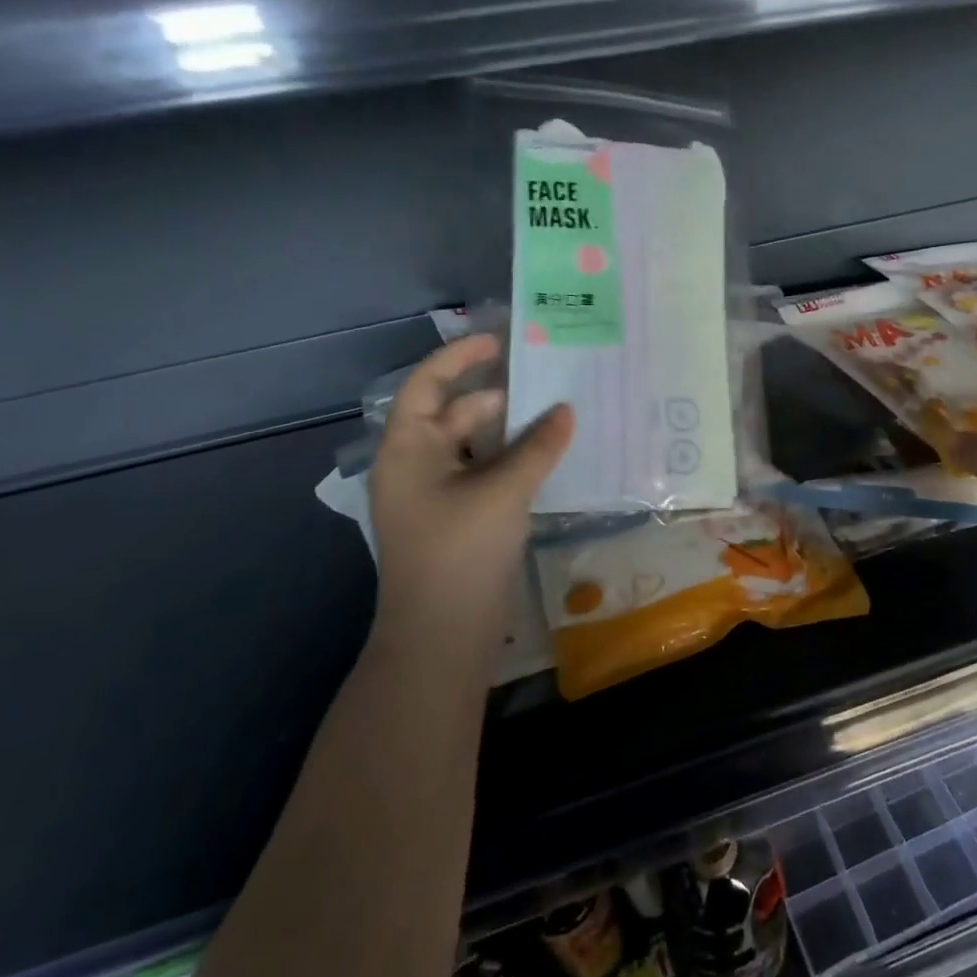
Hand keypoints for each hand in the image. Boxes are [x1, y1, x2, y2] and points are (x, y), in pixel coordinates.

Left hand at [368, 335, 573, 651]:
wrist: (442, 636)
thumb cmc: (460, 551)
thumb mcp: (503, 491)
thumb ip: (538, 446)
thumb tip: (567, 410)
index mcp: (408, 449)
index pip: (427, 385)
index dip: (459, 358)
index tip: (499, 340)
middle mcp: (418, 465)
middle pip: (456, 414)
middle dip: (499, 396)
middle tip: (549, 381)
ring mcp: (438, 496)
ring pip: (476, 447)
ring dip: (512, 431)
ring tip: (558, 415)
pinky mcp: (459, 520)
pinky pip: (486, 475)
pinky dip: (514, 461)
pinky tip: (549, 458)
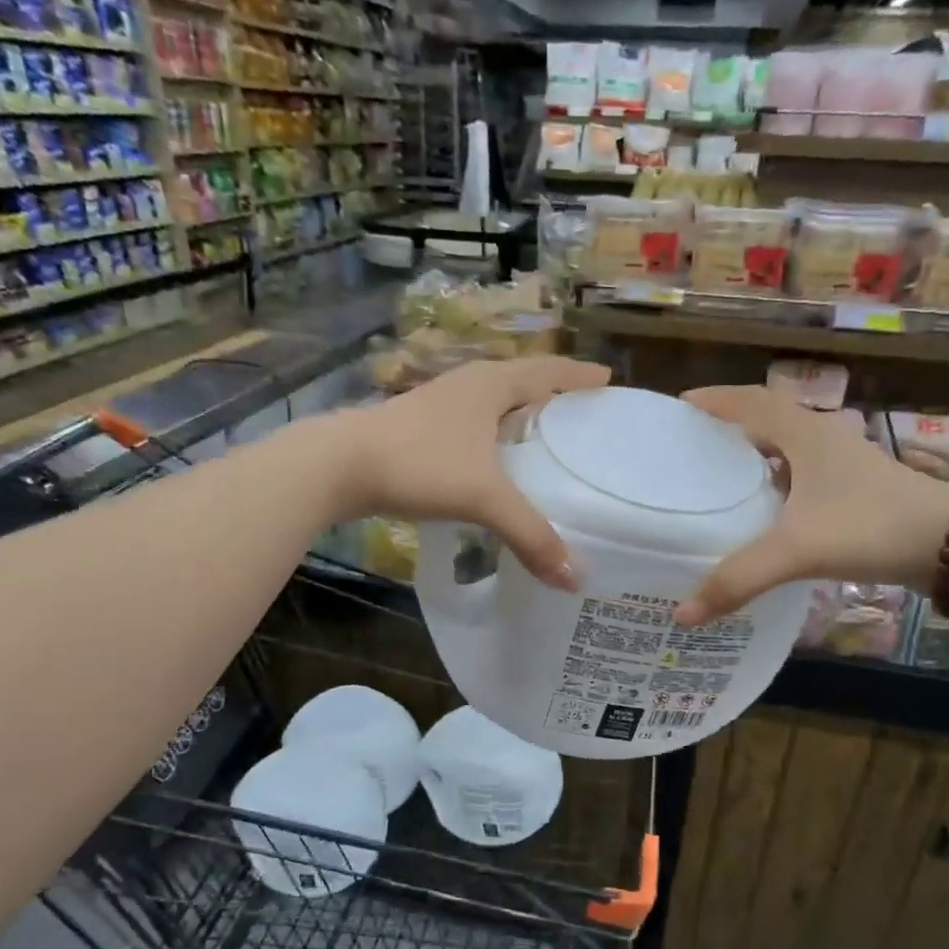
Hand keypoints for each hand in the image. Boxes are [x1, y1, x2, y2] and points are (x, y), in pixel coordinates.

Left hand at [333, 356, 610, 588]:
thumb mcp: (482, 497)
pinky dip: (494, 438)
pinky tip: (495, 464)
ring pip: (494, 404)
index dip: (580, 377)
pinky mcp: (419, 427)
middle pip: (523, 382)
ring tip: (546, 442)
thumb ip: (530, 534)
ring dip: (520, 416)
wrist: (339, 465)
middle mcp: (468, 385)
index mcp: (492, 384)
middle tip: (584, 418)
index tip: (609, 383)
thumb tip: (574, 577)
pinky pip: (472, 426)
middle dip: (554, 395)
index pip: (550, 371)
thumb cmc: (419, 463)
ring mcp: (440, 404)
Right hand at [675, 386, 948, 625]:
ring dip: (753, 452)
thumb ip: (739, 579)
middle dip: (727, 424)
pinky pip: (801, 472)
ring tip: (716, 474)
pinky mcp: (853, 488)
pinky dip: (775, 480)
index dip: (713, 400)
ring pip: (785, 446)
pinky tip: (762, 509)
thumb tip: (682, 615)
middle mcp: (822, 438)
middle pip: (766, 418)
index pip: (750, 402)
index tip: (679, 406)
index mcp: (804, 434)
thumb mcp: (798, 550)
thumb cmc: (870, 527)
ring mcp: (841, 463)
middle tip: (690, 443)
--
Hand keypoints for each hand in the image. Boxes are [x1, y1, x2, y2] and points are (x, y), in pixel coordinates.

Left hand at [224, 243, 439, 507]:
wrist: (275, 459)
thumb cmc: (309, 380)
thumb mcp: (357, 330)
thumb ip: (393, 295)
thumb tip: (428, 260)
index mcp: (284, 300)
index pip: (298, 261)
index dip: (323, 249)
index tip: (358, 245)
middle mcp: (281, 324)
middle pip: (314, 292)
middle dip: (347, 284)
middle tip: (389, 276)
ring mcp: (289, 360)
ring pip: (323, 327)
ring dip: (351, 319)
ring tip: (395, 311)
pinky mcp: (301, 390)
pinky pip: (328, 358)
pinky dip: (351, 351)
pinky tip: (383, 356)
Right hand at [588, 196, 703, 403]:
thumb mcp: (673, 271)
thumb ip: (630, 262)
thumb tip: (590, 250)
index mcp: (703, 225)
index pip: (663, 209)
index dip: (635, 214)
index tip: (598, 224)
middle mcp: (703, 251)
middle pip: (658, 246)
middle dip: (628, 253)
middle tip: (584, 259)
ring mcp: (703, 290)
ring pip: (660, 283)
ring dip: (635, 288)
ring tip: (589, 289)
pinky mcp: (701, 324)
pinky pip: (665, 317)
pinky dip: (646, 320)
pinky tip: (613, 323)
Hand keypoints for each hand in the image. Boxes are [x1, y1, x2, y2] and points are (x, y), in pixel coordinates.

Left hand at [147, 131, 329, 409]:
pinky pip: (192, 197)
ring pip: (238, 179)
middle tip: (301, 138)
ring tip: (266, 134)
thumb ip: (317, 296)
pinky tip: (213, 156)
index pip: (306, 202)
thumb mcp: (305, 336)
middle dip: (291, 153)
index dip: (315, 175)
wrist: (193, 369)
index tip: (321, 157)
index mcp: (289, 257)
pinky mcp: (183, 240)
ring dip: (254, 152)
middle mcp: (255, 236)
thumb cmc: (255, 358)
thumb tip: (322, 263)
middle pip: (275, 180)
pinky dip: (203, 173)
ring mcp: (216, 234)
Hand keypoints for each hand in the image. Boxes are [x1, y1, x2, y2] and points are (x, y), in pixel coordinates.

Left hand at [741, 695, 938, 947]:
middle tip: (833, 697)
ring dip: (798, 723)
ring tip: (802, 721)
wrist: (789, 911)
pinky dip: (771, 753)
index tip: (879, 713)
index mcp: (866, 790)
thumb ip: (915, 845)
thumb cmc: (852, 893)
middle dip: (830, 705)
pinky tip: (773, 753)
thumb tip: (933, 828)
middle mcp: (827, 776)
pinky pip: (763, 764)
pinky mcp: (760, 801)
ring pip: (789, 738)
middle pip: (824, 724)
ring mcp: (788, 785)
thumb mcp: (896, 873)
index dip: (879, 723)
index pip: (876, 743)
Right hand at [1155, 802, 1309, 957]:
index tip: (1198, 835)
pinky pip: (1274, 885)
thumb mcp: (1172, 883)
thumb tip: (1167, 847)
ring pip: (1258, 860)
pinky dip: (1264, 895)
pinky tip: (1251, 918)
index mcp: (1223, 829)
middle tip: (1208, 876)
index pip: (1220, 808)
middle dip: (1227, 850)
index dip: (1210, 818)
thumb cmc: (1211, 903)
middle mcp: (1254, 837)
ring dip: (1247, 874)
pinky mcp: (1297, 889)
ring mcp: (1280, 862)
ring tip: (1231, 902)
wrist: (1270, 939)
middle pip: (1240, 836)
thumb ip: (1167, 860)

Work item: Retype, in the same exact form, the lines of the material above from the line holding "index dip: (879, 723)" through the line holding "ring tip: (1231, 902)".

Written response:
index dip: (879, 723)
index pip: (876, 743)
Right hand at [1155, 802, 1309, 957]:
index tip: (1198, 835)
pinky pip: (1274, 885)
thumb mcp: (1172, 883)
thumb tip: (1167, 847)
ring pip: (1258, 860)
pinky dip: (1264, 895)
pinky tip: (1251, 918)
index mcp: (1223, 829)
middle tip: (1208, 876)
index pip: (1220, 808)
middle dip: (1227, 850)
index dip: (1210, 818)
thumb cmc: (1211, 903)
middle mcp: (1254, 837)
ring dip: (1247, 874)
pinky mcp: (1297, 889)
ring mcp: (1280, 862)
ring tip: (1231, 902)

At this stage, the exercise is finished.